-- DATA SUPPLIED follows --

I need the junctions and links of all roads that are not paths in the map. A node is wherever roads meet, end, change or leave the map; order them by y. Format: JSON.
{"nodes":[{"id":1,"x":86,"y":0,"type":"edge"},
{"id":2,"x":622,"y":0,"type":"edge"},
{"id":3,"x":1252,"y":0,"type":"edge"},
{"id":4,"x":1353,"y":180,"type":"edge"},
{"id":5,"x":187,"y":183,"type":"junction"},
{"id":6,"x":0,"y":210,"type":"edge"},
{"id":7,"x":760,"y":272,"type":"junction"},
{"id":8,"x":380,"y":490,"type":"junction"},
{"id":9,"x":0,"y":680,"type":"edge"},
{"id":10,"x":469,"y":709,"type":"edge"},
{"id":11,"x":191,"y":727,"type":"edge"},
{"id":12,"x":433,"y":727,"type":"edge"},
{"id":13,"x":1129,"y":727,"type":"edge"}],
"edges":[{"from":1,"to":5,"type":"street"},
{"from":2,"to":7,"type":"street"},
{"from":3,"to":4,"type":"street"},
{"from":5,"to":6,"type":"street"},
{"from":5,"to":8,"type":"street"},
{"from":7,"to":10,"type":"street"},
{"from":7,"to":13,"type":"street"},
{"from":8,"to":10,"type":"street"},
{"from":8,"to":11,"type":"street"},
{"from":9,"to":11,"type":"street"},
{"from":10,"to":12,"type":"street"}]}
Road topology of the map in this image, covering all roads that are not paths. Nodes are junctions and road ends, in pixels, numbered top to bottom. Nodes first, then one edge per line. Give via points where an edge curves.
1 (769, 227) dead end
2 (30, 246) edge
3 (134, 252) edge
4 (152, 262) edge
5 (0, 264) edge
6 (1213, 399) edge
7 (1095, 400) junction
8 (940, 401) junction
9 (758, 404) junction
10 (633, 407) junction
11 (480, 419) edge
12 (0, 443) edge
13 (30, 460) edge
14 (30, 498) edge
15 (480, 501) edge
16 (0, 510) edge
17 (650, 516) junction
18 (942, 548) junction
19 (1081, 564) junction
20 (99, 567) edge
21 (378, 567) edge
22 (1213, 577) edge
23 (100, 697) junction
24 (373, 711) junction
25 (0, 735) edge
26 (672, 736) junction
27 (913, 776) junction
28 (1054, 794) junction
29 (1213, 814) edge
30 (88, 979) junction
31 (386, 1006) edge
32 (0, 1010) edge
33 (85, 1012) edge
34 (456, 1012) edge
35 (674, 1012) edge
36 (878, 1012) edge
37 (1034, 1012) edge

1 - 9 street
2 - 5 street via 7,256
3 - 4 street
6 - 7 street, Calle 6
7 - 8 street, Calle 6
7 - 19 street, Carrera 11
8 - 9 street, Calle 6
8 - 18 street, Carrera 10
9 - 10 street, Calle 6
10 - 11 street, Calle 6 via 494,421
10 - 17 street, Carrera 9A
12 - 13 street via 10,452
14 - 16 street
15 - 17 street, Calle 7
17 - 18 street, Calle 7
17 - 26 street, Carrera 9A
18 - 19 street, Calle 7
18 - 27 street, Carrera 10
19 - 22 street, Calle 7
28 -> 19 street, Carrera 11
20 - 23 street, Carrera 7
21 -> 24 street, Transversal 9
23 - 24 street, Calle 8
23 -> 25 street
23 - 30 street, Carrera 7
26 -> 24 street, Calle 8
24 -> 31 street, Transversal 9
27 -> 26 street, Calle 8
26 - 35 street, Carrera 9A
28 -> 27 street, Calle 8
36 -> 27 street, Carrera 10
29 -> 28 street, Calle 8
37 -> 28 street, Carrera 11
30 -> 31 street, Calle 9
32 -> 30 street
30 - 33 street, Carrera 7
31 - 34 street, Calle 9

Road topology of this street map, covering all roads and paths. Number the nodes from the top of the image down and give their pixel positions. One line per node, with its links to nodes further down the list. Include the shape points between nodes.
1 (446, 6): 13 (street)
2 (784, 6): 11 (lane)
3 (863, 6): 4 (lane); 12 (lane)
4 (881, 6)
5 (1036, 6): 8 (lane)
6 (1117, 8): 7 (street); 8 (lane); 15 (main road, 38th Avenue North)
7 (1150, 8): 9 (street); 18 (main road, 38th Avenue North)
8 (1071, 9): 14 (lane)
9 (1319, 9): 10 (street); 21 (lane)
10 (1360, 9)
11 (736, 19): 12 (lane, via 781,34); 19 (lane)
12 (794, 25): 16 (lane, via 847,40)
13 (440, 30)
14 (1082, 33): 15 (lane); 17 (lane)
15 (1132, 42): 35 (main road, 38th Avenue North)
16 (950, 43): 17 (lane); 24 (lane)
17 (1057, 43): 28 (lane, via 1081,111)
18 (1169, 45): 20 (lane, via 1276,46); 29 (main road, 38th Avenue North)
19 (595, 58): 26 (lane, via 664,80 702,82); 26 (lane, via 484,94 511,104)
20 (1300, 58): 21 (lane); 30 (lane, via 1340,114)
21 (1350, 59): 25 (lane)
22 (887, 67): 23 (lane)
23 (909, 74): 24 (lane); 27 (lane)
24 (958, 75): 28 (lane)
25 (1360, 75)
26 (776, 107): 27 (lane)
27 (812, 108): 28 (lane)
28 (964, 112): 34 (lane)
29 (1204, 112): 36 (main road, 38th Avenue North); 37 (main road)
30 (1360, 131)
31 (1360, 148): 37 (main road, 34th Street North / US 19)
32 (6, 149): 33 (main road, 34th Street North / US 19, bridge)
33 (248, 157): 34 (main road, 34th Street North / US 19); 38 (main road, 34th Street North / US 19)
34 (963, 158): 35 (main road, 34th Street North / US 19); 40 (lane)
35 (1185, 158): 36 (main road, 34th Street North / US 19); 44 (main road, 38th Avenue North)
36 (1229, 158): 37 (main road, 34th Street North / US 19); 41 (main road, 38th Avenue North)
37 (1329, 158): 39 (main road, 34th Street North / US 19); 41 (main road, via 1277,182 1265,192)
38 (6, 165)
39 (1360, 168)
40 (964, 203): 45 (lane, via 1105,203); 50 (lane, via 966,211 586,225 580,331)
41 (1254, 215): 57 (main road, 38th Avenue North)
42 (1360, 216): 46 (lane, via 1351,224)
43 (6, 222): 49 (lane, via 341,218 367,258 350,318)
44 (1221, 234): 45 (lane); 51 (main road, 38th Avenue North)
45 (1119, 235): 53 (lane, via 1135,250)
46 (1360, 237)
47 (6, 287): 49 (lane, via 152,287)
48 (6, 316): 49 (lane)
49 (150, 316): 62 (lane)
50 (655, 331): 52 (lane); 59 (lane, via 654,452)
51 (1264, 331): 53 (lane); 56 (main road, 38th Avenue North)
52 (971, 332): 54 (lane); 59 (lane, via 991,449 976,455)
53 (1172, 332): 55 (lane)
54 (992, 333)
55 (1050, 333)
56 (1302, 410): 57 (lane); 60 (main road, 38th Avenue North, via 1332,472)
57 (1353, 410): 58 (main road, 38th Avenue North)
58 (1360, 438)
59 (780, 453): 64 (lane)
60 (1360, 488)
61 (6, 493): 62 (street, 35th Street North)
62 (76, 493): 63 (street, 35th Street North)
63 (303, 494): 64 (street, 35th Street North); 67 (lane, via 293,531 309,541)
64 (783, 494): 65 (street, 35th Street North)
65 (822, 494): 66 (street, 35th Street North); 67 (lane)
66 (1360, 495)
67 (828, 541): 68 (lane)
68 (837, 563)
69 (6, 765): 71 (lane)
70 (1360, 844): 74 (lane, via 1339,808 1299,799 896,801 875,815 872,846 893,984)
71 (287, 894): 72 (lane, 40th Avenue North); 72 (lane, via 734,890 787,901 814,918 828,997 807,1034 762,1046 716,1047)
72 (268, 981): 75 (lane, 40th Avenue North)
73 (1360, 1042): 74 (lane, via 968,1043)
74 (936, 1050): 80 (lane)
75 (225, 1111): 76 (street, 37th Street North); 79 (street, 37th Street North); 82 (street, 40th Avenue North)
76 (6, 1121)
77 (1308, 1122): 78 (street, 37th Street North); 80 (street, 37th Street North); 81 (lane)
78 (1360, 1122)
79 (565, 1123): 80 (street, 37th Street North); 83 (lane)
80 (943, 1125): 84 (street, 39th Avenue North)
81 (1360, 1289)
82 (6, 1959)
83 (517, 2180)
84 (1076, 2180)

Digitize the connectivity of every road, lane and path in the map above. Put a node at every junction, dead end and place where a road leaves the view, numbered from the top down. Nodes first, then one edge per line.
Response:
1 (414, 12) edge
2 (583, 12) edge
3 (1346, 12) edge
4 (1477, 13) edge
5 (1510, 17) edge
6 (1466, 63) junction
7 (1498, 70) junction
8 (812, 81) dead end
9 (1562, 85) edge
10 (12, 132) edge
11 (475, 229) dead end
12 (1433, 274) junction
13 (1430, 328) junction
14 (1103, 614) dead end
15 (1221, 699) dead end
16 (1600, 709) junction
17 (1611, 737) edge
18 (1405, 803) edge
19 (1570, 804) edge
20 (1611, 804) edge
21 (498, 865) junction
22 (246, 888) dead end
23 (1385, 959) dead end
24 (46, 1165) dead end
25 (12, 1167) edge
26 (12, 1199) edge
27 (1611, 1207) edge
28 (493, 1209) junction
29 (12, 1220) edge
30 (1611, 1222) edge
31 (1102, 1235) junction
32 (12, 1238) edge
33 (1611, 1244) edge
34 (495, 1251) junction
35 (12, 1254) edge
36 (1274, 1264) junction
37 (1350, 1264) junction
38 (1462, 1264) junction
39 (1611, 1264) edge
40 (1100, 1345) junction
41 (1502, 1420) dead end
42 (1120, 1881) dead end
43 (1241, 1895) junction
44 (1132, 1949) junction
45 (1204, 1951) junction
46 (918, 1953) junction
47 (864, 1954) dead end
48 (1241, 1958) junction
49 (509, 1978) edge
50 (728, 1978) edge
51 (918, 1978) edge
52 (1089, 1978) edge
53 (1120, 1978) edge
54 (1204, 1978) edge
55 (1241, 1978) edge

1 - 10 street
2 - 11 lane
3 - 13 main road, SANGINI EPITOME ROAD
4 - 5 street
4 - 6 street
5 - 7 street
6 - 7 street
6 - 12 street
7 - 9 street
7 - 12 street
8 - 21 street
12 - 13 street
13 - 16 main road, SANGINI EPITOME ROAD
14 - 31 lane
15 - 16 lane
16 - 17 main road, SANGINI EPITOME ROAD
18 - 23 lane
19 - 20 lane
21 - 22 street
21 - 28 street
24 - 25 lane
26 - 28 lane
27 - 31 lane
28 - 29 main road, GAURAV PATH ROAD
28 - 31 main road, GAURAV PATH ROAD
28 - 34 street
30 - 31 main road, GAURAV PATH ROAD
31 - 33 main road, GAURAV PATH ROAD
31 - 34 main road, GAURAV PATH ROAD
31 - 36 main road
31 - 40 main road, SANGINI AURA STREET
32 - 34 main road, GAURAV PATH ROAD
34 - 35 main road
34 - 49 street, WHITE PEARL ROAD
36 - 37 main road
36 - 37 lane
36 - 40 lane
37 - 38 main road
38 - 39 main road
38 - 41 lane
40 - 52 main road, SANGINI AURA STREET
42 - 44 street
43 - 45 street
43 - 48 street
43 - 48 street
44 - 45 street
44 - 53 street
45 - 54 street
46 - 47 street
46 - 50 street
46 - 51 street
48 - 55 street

-- DATA SUPPLIED concluded --

▶ **TASK TO CARRY OUT**
Where in the listing does the string "EPITOME" appear? Copy every line that has it.

▶ **TASK RESULT**
3 - 13 main road, SANGINI EPITOME ROAD
13 - 16 main road, SANGINI EPITOME ROAD
16 - 17 main road, SANGINI EPITOME ROAD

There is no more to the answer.